## Try it
Repeat the data exactly. Pictures stay out.

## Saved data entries
= Beginning of Section =
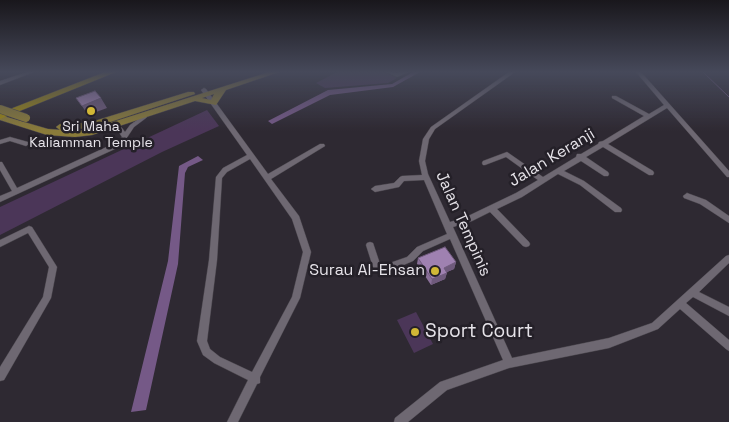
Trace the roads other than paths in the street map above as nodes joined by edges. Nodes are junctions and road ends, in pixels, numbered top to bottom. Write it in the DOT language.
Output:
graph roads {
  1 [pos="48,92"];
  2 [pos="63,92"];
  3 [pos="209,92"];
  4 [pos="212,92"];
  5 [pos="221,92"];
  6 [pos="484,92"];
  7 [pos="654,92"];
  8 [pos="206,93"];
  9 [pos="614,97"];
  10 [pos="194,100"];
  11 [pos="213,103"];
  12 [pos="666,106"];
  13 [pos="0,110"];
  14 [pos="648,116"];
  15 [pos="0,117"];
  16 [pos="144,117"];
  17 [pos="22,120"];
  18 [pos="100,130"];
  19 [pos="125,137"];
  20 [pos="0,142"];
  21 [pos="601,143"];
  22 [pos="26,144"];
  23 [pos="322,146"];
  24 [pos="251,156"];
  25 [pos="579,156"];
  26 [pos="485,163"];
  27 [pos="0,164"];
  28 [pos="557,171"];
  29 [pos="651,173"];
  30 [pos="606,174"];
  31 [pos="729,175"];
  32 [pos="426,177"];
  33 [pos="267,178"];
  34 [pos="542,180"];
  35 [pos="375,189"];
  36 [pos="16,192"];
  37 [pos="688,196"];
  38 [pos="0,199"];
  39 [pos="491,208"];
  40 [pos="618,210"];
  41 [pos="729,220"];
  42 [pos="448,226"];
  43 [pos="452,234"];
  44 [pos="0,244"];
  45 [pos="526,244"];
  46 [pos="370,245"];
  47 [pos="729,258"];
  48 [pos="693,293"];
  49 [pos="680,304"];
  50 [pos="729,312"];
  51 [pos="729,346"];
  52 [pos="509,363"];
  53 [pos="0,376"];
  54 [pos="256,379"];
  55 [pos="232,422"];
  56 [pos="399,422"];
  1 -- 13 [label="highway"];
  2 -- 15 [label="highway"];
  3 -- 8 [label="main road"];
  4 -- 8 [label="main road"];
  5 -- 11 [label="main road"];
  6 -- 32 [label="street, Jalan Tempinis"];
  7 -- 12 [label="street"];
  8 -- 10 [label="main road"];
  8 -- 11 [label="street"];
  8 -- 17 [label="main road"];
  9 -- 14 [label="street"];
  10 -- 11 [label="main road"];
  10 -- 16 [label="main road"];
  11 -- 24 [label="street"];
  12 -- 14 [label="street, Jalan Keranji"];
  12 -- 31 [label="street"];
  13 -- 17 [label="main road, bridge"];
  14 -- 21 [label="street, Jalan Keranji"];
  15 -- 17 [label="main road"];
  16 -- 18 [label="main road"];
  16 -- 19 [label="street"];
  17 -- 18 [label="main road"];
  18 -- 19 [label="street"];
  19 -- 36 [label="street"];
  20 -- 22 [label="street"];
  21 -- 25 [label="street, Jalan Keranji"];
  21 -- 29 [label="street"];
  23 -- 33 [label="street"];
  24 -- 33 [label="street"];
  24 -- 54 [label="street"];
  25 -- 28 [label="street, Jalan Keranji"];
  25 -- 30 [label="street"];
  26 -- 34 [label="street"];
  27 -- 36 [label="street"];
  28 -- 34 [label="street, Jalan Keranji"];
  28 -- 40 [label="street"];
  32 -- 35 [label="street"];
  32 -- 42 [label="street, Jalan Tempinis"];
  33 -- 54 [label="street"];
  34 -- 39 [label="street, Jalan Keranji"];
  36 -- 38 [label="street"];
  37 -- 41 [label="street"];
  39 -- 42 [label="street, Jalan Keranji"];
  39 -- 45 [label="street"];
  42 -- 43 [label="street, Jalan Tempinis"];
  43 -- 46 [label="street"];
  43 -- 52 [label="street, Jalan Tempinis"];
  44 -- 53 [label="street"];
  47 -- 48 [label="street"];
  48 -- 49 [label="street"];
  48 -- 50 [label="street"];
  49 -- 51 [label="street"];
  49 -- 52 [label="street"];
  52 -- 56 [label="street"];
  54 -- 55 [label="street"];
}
= End of Section =
## Solution to this problem
Trace the roads other than paths in the street map above as nodes joined by edges. Nodes are junctions and road ends, in pixels, numbered top to bottom. Write it in the DOT language.
Output:
graph roads {
  1 [pos="48,92"];
  2 [pos="63,92"];
  3 [pos="209,92"];
  4 [pos="212,92"];
  5 [pos="221,92"];
  6 [pos="484,92"];
  7 [pos="654,92"];
  8 [pos="206,93"];
  9 [pos="614,97"];
  10 [pos="194,100"];
  11 [pos="213,103"];
  12 [pos="666,106"];
  13 [pos="0,110"];
  14 [pos="648,116"];
  15 [pos="0,117"];
  16 [pos="144,117"];
  17 [pos="22,120"];
  18 [pos="100,130"];
  19 [pos="125,137"];
  20 [pos="0,142"];
  21 [pos="601,143"];
  22 [pos="26,144"];
  23 [pos="322,146"];
  24 [pos="251,156"];
  25 [pos="579,156"];
  26 [pos="485,163"];
  27 [pos="0,164"];
  28 [pos="557,171"];
  29 [pos="651,173"];
  30 [pos="606,174"];
  31 [pos="729,175"];
  32 [pos="426,177"];
  33 [pos="267,178"];
  34 [pos="542,180"];
  35 [pos="375,189"];
  36 [pos="16,192"];
  37 [pos="688,196"];
  38 [pos="0,199"];
  39 [pos="491,208"];
  40 [pos="618,210"];
  41 [pos="729,220"];
  42 [pos="448,226"];
  43 [pos="452,234"];
  44 [pos="0,244"];
  45 [pos="526,244"];
  46 [pos="370,245"];
  47 [pos="729,258"];
  48 [pos="693,293"];
  49 [pos="680,304"];
  50 [pos="729,312"];
  51 [pos="729,346"];
  52 [pos="509,363"];
  53 [pos="0,376"];
  54 [pos="256,379"];
  55 [pos="232,422"];
  56 [pos="399,422"];
  1 -- 13 [label="highway"];
  2 -- 15 [label="highway"];
  3 -- 8 [label="main road"];
  4 -- 8 [label="main road"];
  5 -- 11 [label="main road"];
  6 -- 32 [label="street, Jalan Tempinis"];
  7 -- 12 [label="street"];
  8 -- 10 [label="main road"];
  8 -- 11 [label="street"];
  8 -- 17 [label="main road"];
  9 -- 14 [label="street"];
  10 -- 11 [label="main road"];
  10 -- 16 [label="main road"];
  11 -- 24 [label="street"];
  12 -- 14 [label="street, Jalan Keranji"];
  12 -- 31 [label="street"];
  13 -- 17 [label="main road, bridge"];
  14 -- 21 [label="street, Jalan Keranji"];
  15 -- 17 [label="main road"];
  16 -- 18 [label="main road"];
  16 -- 19 [label="street"];
  17 -- 18 [label="main road"];
  18 -- 19 [label="street"];
  19 -- 36 [label="street"];
  20 -- 22 [label="street"];
  21 -- 25 [label="street, Jalan Keranji"];
  21 -- 29 [label="street"];
  23 -- 33 [label="street"];
  24 -- 33 [label="street"];
  24 -- 54 [label="street"];
  25 -- 28 [label="street, Jalan Keranji"];
  25 -- 30 [label="street"];
  26 -- 34 [label="street"];
  27 -- 36 [label="street"];
  28 -- 34 [label="street, Jalan Keranji"];
  28 -- 40 [label="street"];
  32 -- 35 [label="street"];
  32 -- 42 [label="street, Jalan Tempinis"];
  33 -- 54 [label="street"];
  34 -- 39 [label="street, Jalan Keranji"];
  36 -- 38 [label="street"];
  37 -- 41 [label="street"];
  39 -- 42 [label="street, Jalan Keranji"];
  39 -- 45 [label="street"];
  42 -- 43 [label="street, Jalan Tempinis"];
  43 -- 46 [label="street"];
  43 -- 52 [label="street, Jalan Tempinis"];
  44 -- 53 [label="street"];
  47 -- 48 [label="street"];
  48 -- 49 [label="street"];
  48 -- 50 [label="street"];
  49 -- 51 [label="street"];
  49 -- 52 [label="street"];
  52 -- 56 [label="street"];
  54 -- 55 [label="street"];
}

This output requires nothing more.